[Directions for this task]: The answer must consist of every line from the entries that holds the word "graph".

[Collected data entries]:
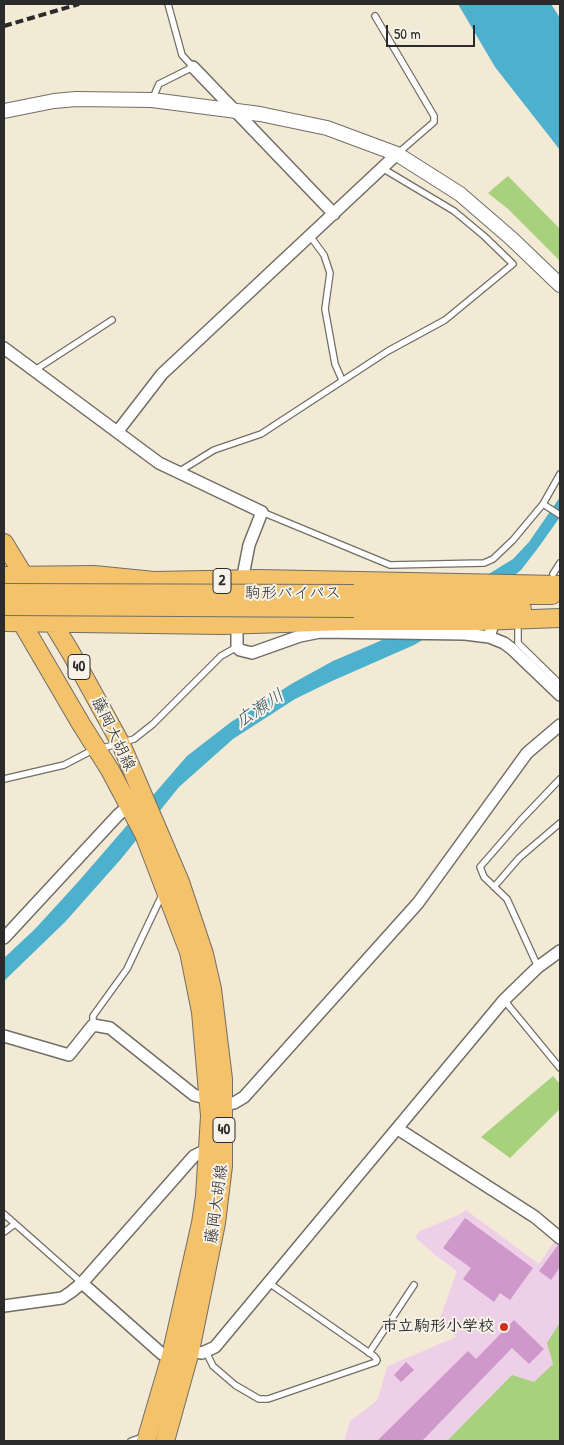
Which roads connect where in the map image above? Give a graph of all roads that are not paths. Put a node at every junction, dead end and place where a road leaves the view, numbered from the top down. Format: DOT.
graph roads {
  1 [pos="168,4"];
  2 [pos="375,16"];
  3 [pos="193,67"];
  4 [pos="152,100"];
  5 [pos="232,110"];
  6 [pos="4,111"];
  7 [pos="397,154"];
  8 [pos="382,168"];
  9 [pos="334,214"];
  10 [pos="310,236"];
  11 [pos="560,285"];
  12 [pos="112,320"];
  13 [pos="4,348"];
  14 [pos="35,370"];
  15 [pos="342,380"];
  16 [pos="118,431"];
  17 [pos="180,471"];
  18 [pos="560,474"];
  19 [pos="545,505"];
  20 [pos="262,512"];
  21 [pos="560,515"];
  22 [pos="4,544"];
  23 [pos="560,566"];
  24 [pos="4,576"];
  25 [pos="24,576"];
  26 [pos="242,580"];
  27 [pos="557,580"];
  28 [pos="437,589"];
  29 [pos="4,592"];
  30 [pos="560,595"];
  31 [pos="354,601"];
  32 [pos="4,606"];
  33 [pos="560,609"];
  34 [pos="560,618"];
  35 [pos="12,622"];
  36 [pos="489,622"];
  37 [pos="52,623"];
  38 [pos="96,623"];
  39 [pos="236,624"];
  40 [pos="518,630"];
  41 [pos="237,647"];
  42 [pos="71,653"];
  43 [pos="560,684"];
  44 [pos="560,695"];
  45 [pos="560,725"];
  46 [pos="120,744"];
  47 [pos="97,750"];
  48 [pos="4,779"];
  49 [pos="560,779"];
  50 [pos="135,804"];
  51 [pos="560,823"];
  52 [pos="150,828"];
  53 [pos="494,887"];
  54 [pos="167,890"];
  55 [pos="4,938"];
  56 [pos="557,956"];
  57 [pos="538,967"];
  58 [pos="504,1000"];
  59 [pos="93,1025"];
  60 [pos="4,1036"];
  61 [pos="560,1068"];
  62 [pos="217,1102"];
  63 [pos="398,1129"];
  64 [pos="208,1150"];
  65 [pos="4,1214"];
  66 [pos="14,1224"];
  67 [pos="4,1232"];
  68 [pos="560,1238"];
  69 [pos="82,1283"];
  70 [pos="269,1283"];
  71 [pos="414,1285"];
  72 [pos="4,1306"];
  73 [pos="198,1352"];
  74 [pos="369,1352"];
  75 [pos="171,1356"];
  76 [pos="142,1440"];
  77 [pos="165,1441"];
  1 -- 3 [label="lane"];
  2 -- 7 [label="lane"];
  3 -- 4 [label="lane"];
  3 -- 5 [label="street"];
  4 -- 5 [label="street"];
  4 -- 6 [label="street"];
  5 -- 7 [label="street"];
  5 -- 9 [label="street"];
  7 -- 8 [label="street"];
  7 -- 11 [label="street"];
  8 -- 9 [label="street"];
  8 -- 15 [label="lane"];
  9 -- 10 [label="street"];
  10 -- 15 [label="lane"];
  10 -- 16 [label="street"];
  12 -- 14 [label="lane"];
  13 -- 14 [label="street"];
  14 -- 16 [label="street"];
  15 -- 17 [label="lane"];
  16 -- 17 [label="street"];
  17 -- 20 [label="street"];
  18 -- 19 [label="lane"];
  19 -- 20 [label="lane"];
  19 -- 21 [label="lane"];
  20 -- 26 [label="street"];
  22 -- 25 [label="main road, 藤岡大胡線 / 40"];
  23 -- 27 [label="lane"];
  24 -- 25 [label="main road, 2"];
  25 -- 26 [label="main road, 2"];
  25 -- 37 [label="main road, 藤岡大胡線 / 40"];
  26 -- 28 [label="main road, 2"];
  26 -- 39 [label="street"];
  27 -- 28 [label="main road, 2"];
  28 -- 30 [label="main road, 2"];
  28 -- 31 [label="main road, 駒形バイパス / 2"];
  29 -- 31 [label="main road, 駒形バイパス / 2, bridge"];
  29 -- 35 [label="main road, 藤岡大胡線 / 40"];
  31 -- 32 [label="main road, 駒形バイパス / 2, bridge"];
  31 -- 36 [label="main road, 駒形バイパス / 2"];
  33 -- 36 [label="main road, 2"];
  34 -- 36 [label="main road, 2"];
  35 -- 37 [label="main road, 2"];
  35 -- 47 [label="main road, 藤岡大胡線 / 40"];
  36 -- 39 [label="main road, 2"];
  36 -- 41 [label="street"];
  36 -- 44 [label="street"];
  37 -- 38 [label="main road, 2"];
  37 -- 42 [label="main road, 藤岡大胡線 / 40"];
  38 -- 39 [label="main road, 2"];
  38 -- 42 [label="main road"];
  39 -- 41 [label="street"];
  40 -- 43 [label="lane"];
  41 -- 46 [label="lane"];
  42 -- 46 [label="main road, 藤岡大胡線 / 40"];
  45 -- 62 [label="street"];
  46 -- 47 [label="lane"];
  46 -- 50 [label="main road, 藤岡大胡線 / 40"];
  47 -- 48 [label="lane"];
  47 -- 50 [label="main road, 藤岡大胡線 / 40"];
  49 -- 53 [label="lane"];
  50 -- 52 [label="main road, 40"];
  50 -- 55 [label="street"];
  51 -- 53 [label="lane"];
  52 -- 54 [label="main road, 藤岡大胡線 / 40"];
  52 -- 62 [label="main road, 藤岡大胡線 / 40"];
  53 -- 57 [label="lane"];
  54 -- 59 [label="lane"];
  54 -- 62 [label="main road, 藤岡大胡線 / 40"];
  56 -- 57 [label="street"];
  57 -- 58 [label="street"];
  58 -- 61 [label="lane"];
  58 -- 63 [label="street"];
  59 -- 60 [label="street"];
  59 -- 62 [label="street"];
  62 -- 64 [label="main road, 藤岡大胡線 / 40"];
  62 -- 73 [label="main road, 藤岡大胡線 / 40"];
  63 -- 68 [label="street"];
  63 -- 70 [label="street"];
  64 -- 69 [label="street"];
  64 -- 75 [label="main road, 藤岡大胡線 / 40"];
  65 -- 66 [label="lane"];
  66 -- 67 [label="lane"];
  66 -- 69 [label="lane"];
  69 -- 72 [label="street"];
  69 -- 75 [label="street"];
  70 -- 73 [label="street"];
  70 -- 74 [label="lane"];
  71 -- 74 [label="lane"];
  73 -- 74 [label="lane"];
  73 -- 75 [label="street"];
  73 -- 77 [label="main road, 藤岡大胡線 / 40"];
  75 -- 76 [label="main road, 藤岡大胡線 / 40"];
}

[Written response]:
Which roads connect where in the map image above? Give a graph of all roads that are not paths. Put a node at every junction, dead end and place where a road leaves the view, numbered from the top down. Format: DOT.
graph roads {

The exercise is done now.